De Pilate à son cher Titus
Je n’ai toujours pas retrouvé Claudia mais j’ai la réponse à la question de ma lettre précédente.
Assis pour bivouaquer au bord du chemin, j’avais, accablé par la chaleur, enlevé mon capuchon lorsqu’une main me tapota l’épaule.
— Mon bon Pilate, je n’aurais jamais pensé te voir avec une barbe.
Fabien, le beau cousin de Claudia, me contemplait avec son visage ouvert de Romain bien nourri de femmes et de viandes. Sans attendre ma réaction, il s’accroupit en face de moi, ordonnant à ses esclaves de parquer leurs mules dans le champ voisin.
— Quelle déception ! Non, excuse-moi, Pilate, mais je crois que Claudia nous a mis sur une mauvaise piste. Un roi, ce Yéchoua ? Incapable de tenir une lance, de diriger une armée. Au lieu de profiter de l’insondable crédulité du peuple à son égard, il se fait rare, mystérieux et maintenant il annonce son proche départ ! Quelle incohérence ! Quel manque d’opportunisme ! Et cette phrase, cette phrase idiote, si, si, je t’assure, il l’a prononcée, comment est-ce ?… « Aime ton prochain comme toi-même, y compris ton ennemi. » Absurde ! Inconséquent ! Un roi n’est roi que parce qu’il a des ennemis, qu’il en triomphe et qu’il s’en fait respecter. Un roi n’aime pas ! Non, ce garçon n’a décidément aucun avenir politique.

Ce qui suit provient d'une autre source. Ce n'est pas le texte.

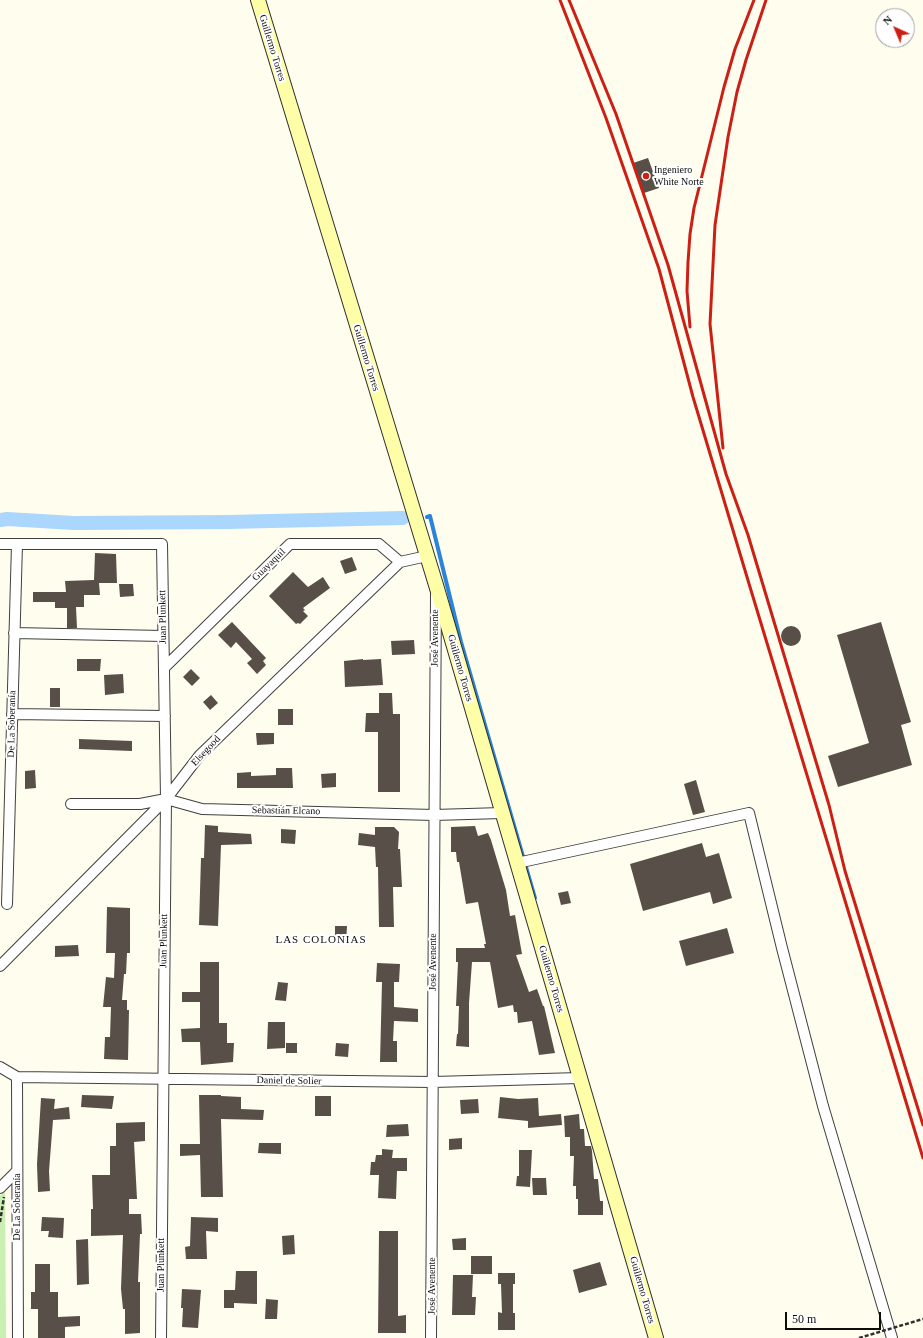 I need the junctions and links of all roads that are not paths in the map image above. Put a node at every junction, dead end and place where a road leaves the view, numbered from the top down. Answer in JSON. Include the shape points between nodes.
{"nodes":[{"id":1,"x":258,"y":0,"type":"edge"},
{"id":2,"x":0,"y":544,"type":"edge"},
{"id":3,"x":17,"y":544,"type":"junction"},
{"id":4,"x":427,"y":556,"type":"junction"},
{"id":5,"x":400,"y":562,"type":"junction"},
{"id":6,"x":436,"y":586,"type":"junction"},
{"id":7,"x":14,"y":633,"type":"junction"},
{"id":8,"x":163,"y":636,"type":"junction"},
{"id":9,"x":164,"y":668,"type":"junction"},
{"id":10,"x":12,"y":714,"type":"junction"},
{"id":11,"x":165,"y":716,"type":"junction"},
{"id":12,"x":166,"y":799,"type":"junction"},
{"id":13,"x":72,"y":804,"type":"dead end"},
{"id":14,"x":502,"y":813,"type":"junction"},
{"id":15,"x":434,"y":815,"type":"junction"},
{"id":16,"x":517,"y":863,"type":"junction"},
{"id":17,"x":7,"y":904,"type":"dead end"},
{"id":18,"x":0,"y":966,"type":"edge"},
{"id":19,"x":0,"y":1067,"type":"edge"},
{"id":20,"x":17,"y":1077,"type":"junction"},
{"id":21,"x":580,"y":1078,"type":"junction"},
{"id":22,"x":162,"y":1080,"type":"junction"},
{"id":23,"x":433,"y":1082,"type":"junction"},
{"id":24,"x":17,"y":1171,"type":"junction"},
{"id":25,"x":3,"y":1189,"type":"edge"},
{"id":26,"x":18,"y":1338,"type":"edge"},
{"id":27,"x":161,"y":1338,"type":"edge"},
{"id":28,"x":431,"y":1338,"type":"edge"},
{"id":29,"x":656,"y":1338,"type":"edge"},
{"id":30,"x":892,"y":1338,"type":"edge"}],
"edges":[{"from":1,"to":4,"type":"main road","name":"Guillermo Torres"},
{"from":2,"to":3,"type":"street"},
{"from":3,"to":7,"type":"street","name":"De La Soberanía"},
{"from":3,"to":8,"type":"street","name":"Juan Plunkett","via":[[162,544]]},
{"from":4,"to":5,"type":"street"},
{"from":4,"to":6,"type":"main road","name":"Guillermo Torres"},
{"from":5,"to":9,"type":"street","name":"Guayaquil","via":[[379,544],[290,544]]},
{"from":5,"to":12,"type":"street","name":"Elsegood","via":[[200,755]]},
{"from":6,"to":14,"type":"main road","name":"Guillermo Torres"},
{"from":6,"to":15,"type":"street","name":"José Avenente"},
{"from":7,"to":8,"type":"street"},
{"from":7,"to":10,"type":"street","name":"De La Soberanía"},
{"from":8,"to":9,"type":"street","name":"Juan Plunkett"},
{"from":9,"to":11,"type":"street","name":"Juan Plunkett"},
{"from":10,"to":11,"type":"street"},
{"from":10,"to":17,"type":"street","name":"De La Soberanía"},
{"from":11,"to":12,"type":"street","name":"Juan Plunkett"},
{"from":12,"to":13,"type":"street","name":"Sebastián Elcano","via":[[140,804]]},
{"from":12,"to":15,"type":"street","name":"Sebastián Elcano","via":[[202,809]]},
{"from":12,"to":18,"type":"street","name":"Elsegood"},
{"from":12,"to":22,"type":"street","name":"Juan Plunkett"},
{"from":14,"to":15,"type":"street","name":"Sebastián Elcano"},
{"from":14,"to":16,"type":"main road","name":"Guillermo Torres"},
{"from":15,"to":23,"type":"street","name":"José Avenente"},
{"from":16,"to":21,"type":"main road","name":"Guillermo Torres"},
{"from":16,"to":30,"type":"street","via":[[749,813],[823,1106]]},
{"from":19,"to":20,"type":"street","name":"Daniel de Solier"},
{"from":20,"to":22,"type":"street","name":"Daniel de Solier"},
{"from":20,"to":24,"type":"street","name":"De La Soberanía"},
{"from":21,"to":23,"type":"street","name":"Daniel de Solier"},
{"from":21,"to":29,"type":"main road","name":"Guillermo Torres"},
{"from":22,"to":23,"type":"street","name":"Daniel de Solier"},
{"from":22,"to":27,"type":"street","name":"Juan Plunkett"},
{"from":23,"to":28,"type":"street","name":"José Avenente"},
{"from":24,"to":25,"type":"street"},
{"from":24,"to":26,"type":"street","name":"De La Soberanía"}]}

Fabien était si convaincu qu’il ne cherchait même pas mon assentiment. Il se releva.
— Je pars chercher du côté de Babylone. Ces gens-là ont une réputation d’excellents guerriers. D’eux pourrait venir le Roi annoncé par les devins.
Il époussetait sa toge, si convaincu de sa bonne décision que je ne pris même pas la peine de lui mentionner ma découverte concernant le signe des Poissons.

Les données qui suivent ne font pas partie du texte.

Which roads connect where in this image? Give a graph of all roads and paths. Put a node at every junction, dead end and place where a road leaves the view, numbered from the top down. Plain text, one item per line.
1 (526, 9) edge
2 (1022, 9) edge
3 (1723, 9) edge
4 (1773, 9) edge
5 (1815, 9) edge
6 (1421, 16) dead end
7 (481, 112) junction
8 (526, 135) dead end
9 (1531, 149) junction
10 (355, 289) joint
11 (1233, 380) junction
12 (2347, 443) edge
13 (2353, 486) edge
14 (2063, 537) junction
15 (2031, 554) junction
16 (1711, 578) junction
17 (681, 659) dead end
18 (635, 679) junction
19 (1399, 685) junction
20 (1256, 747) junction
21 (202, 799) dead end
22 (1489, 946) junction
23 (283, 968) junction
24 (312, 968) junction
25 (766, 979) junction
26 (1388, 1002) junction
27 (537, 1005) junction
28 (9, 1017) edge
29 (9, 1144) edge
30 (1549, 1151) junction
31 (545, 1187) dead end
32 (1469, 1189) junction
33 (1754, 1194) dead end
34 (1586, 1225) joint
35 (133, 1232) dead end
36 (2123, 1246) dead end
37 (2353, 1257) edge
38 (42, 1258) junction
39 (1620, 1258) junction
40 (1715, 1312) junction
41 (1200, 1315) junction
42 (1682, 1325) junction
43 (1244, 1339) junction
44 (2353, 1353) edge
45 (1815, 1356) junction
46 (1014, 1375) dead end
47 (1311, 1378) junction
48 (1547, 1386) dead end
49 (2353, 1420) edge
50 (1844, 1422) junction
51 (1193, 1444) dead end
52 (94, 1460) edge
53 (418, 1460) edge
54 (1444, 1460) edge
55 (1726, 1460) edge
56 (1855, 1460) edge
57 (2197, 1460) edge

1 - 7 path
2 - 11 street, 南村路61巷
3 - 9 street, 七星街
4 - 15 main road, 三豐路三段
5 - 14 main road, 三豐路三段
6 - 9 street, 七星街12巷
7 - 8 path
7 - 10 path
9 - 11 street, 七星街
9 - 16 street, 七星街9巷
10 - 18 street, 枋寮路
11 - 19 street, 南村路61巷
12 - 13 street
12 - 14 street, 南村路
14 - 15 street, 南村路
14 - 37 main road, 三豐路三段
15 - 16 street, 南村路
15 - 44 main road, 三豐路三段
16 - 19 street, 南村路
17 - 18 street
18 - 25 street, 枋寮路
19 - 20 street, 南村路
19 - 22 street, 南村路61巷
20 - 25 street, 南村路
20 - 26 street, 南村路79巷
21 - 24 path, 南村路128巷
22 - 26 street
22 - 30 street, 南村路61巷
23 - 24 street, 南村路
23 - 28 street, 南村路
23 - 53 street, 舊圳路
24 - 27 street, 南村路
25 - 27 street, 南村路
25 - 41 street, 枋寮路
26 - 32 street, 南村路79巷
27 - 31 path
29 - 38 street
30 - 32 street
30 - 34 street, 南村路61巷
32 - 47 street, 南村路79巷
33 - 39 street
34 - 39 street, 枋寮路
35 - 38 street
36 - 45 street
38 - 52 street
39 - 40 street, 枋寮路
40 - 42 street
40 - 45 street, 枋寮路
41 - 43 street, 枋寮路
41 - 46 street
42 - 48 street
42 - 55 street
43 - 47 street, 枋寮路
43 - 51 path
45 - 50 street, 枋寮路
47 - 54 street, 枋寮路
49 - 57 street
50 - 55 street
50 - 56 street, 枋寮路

— Cela dit, Pilate, je ne suis pas mécontent de te voir arriver dans les parages. Sans me mêler de ce qui ne me regarde pas, tu aurais tout intérêt à ce que les idées de ce Juif ne se diffusent pas. Il propose une morale dangereuse, qui pourrait bouleverser tout l’équilibre de notre monde si elle avait le moindre écho : il prétend que tous les hommes sont égaux. Tu entends, Pilate ? Te rends-tu compte ? Aucun homme ne vaut mieux qu’un autre ! Cela veut dire qu’il attaque l’esclavage ! Imagine qu’on l’écoute, il pourrait provoquer une révolte, mettre tout l’ordre à bas, devenir un Spartacus qui réussit. Car la faiblesse de Spartacus, c’est qu’il restait un esclave qui avait ameuté des esclaves, tandis que ce Juif libre s’adresse à la terre entière et prétend briser toutes les chaînes. Méfie-toi, Pilate ! Surveille-le ! Bou-cle-le !

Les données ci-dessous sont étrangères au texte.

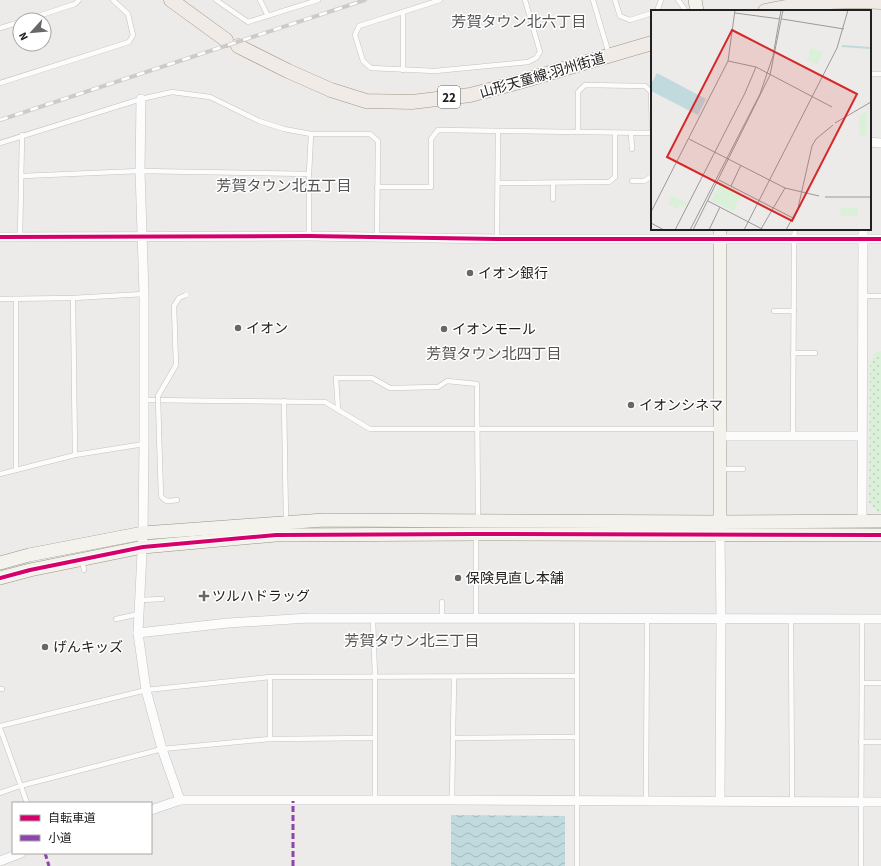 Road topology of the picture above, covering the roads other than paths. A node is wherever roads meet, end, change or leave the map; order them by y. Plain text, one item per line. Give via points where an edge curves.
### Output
1 (79, 0) edge
2 (113, 0) edge
3 (171, 0) edge
4 (216, 0) edge
5 (260, 0) edge
6 (318, 0) edge
7 (440, 0) edge
8 (525, 0) edge
9 (593, 0) edge
10 (615, 0) edge
11 (661, 0) edge
12 (678, 0) edge
13 (695, 0) edge
14 (881, 2) edge
15 (792, 3) edge
16 (864, 4) edge
17 (657, 10) edge
18 (685, 10) edge
19 (697, 10) edge
20 (768, 10) edge
21 (50, 12) edge
22 (403, 12) junction
23 (651, 13) edge
24 (268, 16) junction
25 (12, 24) edge
26 (0, 28) edge
27 (651, 43) edge
28 (609, 56) junction
29 (402, 70) junction
30 (0, 83) edge
31 (651, 92) edge
32 (141, 99) junction
33 (498, 131) junction
34 (578, 132) junction
35 (615, 133) junction
36 (632, 133) junction
37 (651, 133) edge
38 (311, 134) junction
39 (22, 135) junction
40 (871, 142) edge
41 (0, 143) edge
42 (881, 143) edge
43 (632, 149) dead end
44 (140, 171) junction
45 (309, 174) junction
46 (22, 176) junction
47 (651, 177) edge
48 (632, 180) dead end
49 (553, 182) junction
50 (498, 183) junction
51 (377, 187) junction
52 (553, 199) dead end
53 (795, 230) edge
54 (863, 230) edge
55 (720, 234) edge
56 (309, 236) junction
57 (377, 236) junction
58 (0, 237) edge
59 (20, 237) junction
60 (142, 237) junction
61 (497, 239) junction
62 (794, 239) junction
63 (863, 239) junction
64 (881, 239) edge
65 (144, 294) junction
66 (186, 295) dead end
67 (862, 296) junction
68 (881, 296) edge
69 (73, 298) junction
70 (0, 299) edge
71 (16, 299) junction
72 (774, 311) dead end
73 (794, 311) junction
74 (793, 353) junction
75 (815, 353) dead end
76 (144, 400) junction
77 (284, 401) junction
78 (338, 409) junction
79 (477, 429) junction
80 (719, 433) junction
81 (793, 436) junction
82 (862, 436) junction
83 (144, 444) junction
84 (75, 455) junction
85 (720, 469) junction
86 (743, 469) dead end
87 (16, 470) junction
88 (0, 474) edge
89 (177, 500) dead end
90 (478, 521) junction
91 (862, 521) junction
92 (881, 521) edge
93 (286, 523) junction
94 (720, 528) junction
95 (143, 533) junction
96 (476, 534) junction
97 (881, 535) edge
98 (142, 547) junction
99 (0, 563) edge
100 (0, 578) edge
101 (476, 579) junction
102 (492, 579) dead end
103 (162, 599) dead end
104 (140, 600) junction
105 (442, 602) dead end
106 (139, 614) junction
107 (647, 618) junction
108 (116, 619) dead end
109 (373, 619) junction
110 (442, 619) junction
111 (476, 619) junction
112 (577, 619) junction
113 (721, 619) junction
114 (862, 619) junction
115 (881, 619) edge
116 (791, 620) junction
117 (138, 633) junction
118 (576, 676) junction
119 (375, 677) junction
120 (454, 677) junction
121 (270, 678) junction
122 (862, 683) junction
123 (881, 683) edge
124 (146, 690) junction
125 (0, 727) edge
126 (577, 737) junction
127 (374, 738) junction
128 (454, 738) junction
129 (270, 739) junction
130 (862, 742) junction
131 (881, 742) edge
132 (162, 748) junction
133 (20, 786) junction
134 (0, 793) edge
135 (180, 800) junction
136 (375, 800) junction
137 (452, 800) junction
138 (646, 800) junction
139 (577, 801) junction
140 (720, 801) junction
141 (792, 801) junction
142 (26, 802) edge
143 (861, 802) junction
144 (881, 802) edge
145 (152, 810) edge
146 (19, 854) edge
147 (0, 861) edge
148 (577, 866) edge
149 (861, 866) edge

1 - 21 lane via 75,4
2 - 30 lane via 128,14 133,35 129,42
3 - 28 main road, 山形天童線;羽州街道 / 22 via 238,46 331,90 366,101 412,102 470,94
4 - 24 lane via 248,22
5 - 24 lane
6 - 24 lane
7 - 22 lane
8 - 29 lane via 540,52 536,58 528,62 435,71
9 - 28 lane
10 - 23 lane via 620,16 630,20
11 - 17 lane
12 - 18 lane
13 - 19 street
14 - 16 main road
15 - 16 main road
15 - 20 main road
22 - 29 lane
22 - 29 lane via 359,26 355,35 363,61 371,68
25 - 26 lane
27 - 28 main road, 山形天童線;羽州街道 / 22
31 - 34 lane via 645,86 586,85 578,92
32 - 38 lane via 172,92 210,98 260,121
32 - 39 lane
32 - 44 street
33 - 34 lane
33 - 50 lane
33 - 51 lane via 438,130 431,139 431,187
34 - 35 lane
35 - 36 lane
35 - 49 lane via 615,177 609,182
36 - 37 lane
36 - 43 lane
38 - 45 lane
38 - 51 lane via 370,134 378,141
39 - 41 lane
39 - 46 lane
40 - 42 street
44 - 45 lane
44 - 46 lane
44 - 60 street
45 - 56 lane
46 - 59 lane
47 - 48 lane via 644,181
49 - 50 lane
49 - 52 lane
50 - 61 lane
51 - 57 lane
53 - 62 lane
54 - 63 street
55 - 61 street
55 - 62 street
55 - 80 street
56 - 57 street
56 - 60 street
57 - 61 street
58 - 59 street
59 - 60 street
60 - 65 street
62 - 63 street
62 - 73 lane
63 - 64 street
63 - 67 street
65 - 69 lane
65 - 76 street
66 - 89 lane, bridge via 179,298 174,306 176,365 158,396 161,496 167,501
67 - 68 lane
67 - 82 street
69 - 71 lane
69 - 84 lane
70 - 71 lane
71 - 87 lane
72 - 73 lane
73 - 74 lane
74 - 75 lane
74 - 81 lane
76 - 77 lane
76 - 83 street
77 - 78 lane via 326,402
77 - 93 lane
78 - 79 lane via 370,429
78 - 79 lane via 336,378 372,378 390,388 438,387 447,381 477,384
79 - 80 lane
79 - 90 lane
80 - 81 street
80 - 85 street
81 - 82 street
82 - 91 street
83 - 84 lane
83 - 95 street
84 - 87 lane
85 - 86 lane
85 - 94 street
87 - 88 lane
90 - 93 street via 324,520
90 - 94 street
91 - 92 street
91 - 94 street
93 - 95 street
94 - 96 street
94 - 97 street
94 - 113 street
95 - 98 street
95 - 99 street
96 - 98 street via 276,536
96 - 101 lane
98 - 100 street via 83,565 30,570
98 - 104 street
101 - 102 lane
101 - 111 lane
103 - 104 lane
104 - 106 street
105 - 110 lane
106 - 108 lane
106 - 117 street
107 - 112 street
107 - 113 street
107 - 138 lane
109 - 110 street
109 - 117 street via 309,618 236,622
109 - 119 lane
110 - 111 street
111 - 112 street
112 - 118 lane
113 - 116 street
113 - 140 street
114 - 115 street
114 - 116 street
114 - 122 lane
116 - 141 lane
117 - 124 street via 140,672
118 - 120 lane
118 - 126 lane
119 - 120 lane
119 - 121 lane
119 - 127 lane
120 - 128 lane
121 - 124 lane
121 - 129 lane
122 - 123 lane
122 - 130 lane
124 - 125 lane
124 - 132 street
125 - 133 lane
126 - 128 lane
126 - 139 lane
127 - 129 lane
127 - 136 lane
128 - 137 lane
129 - 132 lane
130 - 131 lane
130 - 143 lane
132 - 133 lane
132 - 135 street
133 - 134 lane
133 - 142 lane
135 - 136 street
135 - 145 street
136 - 137 street
137 - 139 street
138 - 139 street
138 - 140 street
139 - 148 lane
140 - 141 street
141 - 143 street
143 - 144 street
143 - 149 lane
146 - 147 street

— Je l’ai déjà crucifié. Que puis-je faire de plus ?
Fabien me regarda longuement. Se repassant ma réponse dans son esprit, il tentait de se convaincre qu’il avait bien entendu ce qu’il avait entendu et il y eut un éclair de pitié méprisante dans ses yeux. Puis il éclata de rire.
— Que me racontes-tu, Pilate ? Je l’ai rencontré, ton homme, et pas plus tard qu’hier. Pas très solide, pas très fort sur ses jambes. Du charme mais pas de santé.
— Vous avez parlé ?
— Naturellement.
— Et alors ?
— Je n’ai pas été convaincu.
Fabien signala à ses hommes qu’ils allaient repartir.
Je ne pus m’empêcher de crier :
— Mais enfin, Fabien, tu as parlé avec un ressuscité !
Fabien ne cilla même pas. Il monta sur son cheval et me considéra avec désolation.
— Ah non, Pilate, tu ne vas pas me faire croire que tu gobes ça aussi ! Cela fait trop longtemps que tu demeures en Palestine. Décidément, le pouvoir est romain, la culture grecque, la folie juive…
Il donna un coup d’éperon et disparut.
Je n’avais même pas eu le temps de lui demander où était Claudia. Mais peut-être ne voulais-je pas l’apprendre de lui.
Je deviens compliqué. Ou beaucoup plus simple ? En attendant, porte-toi bien.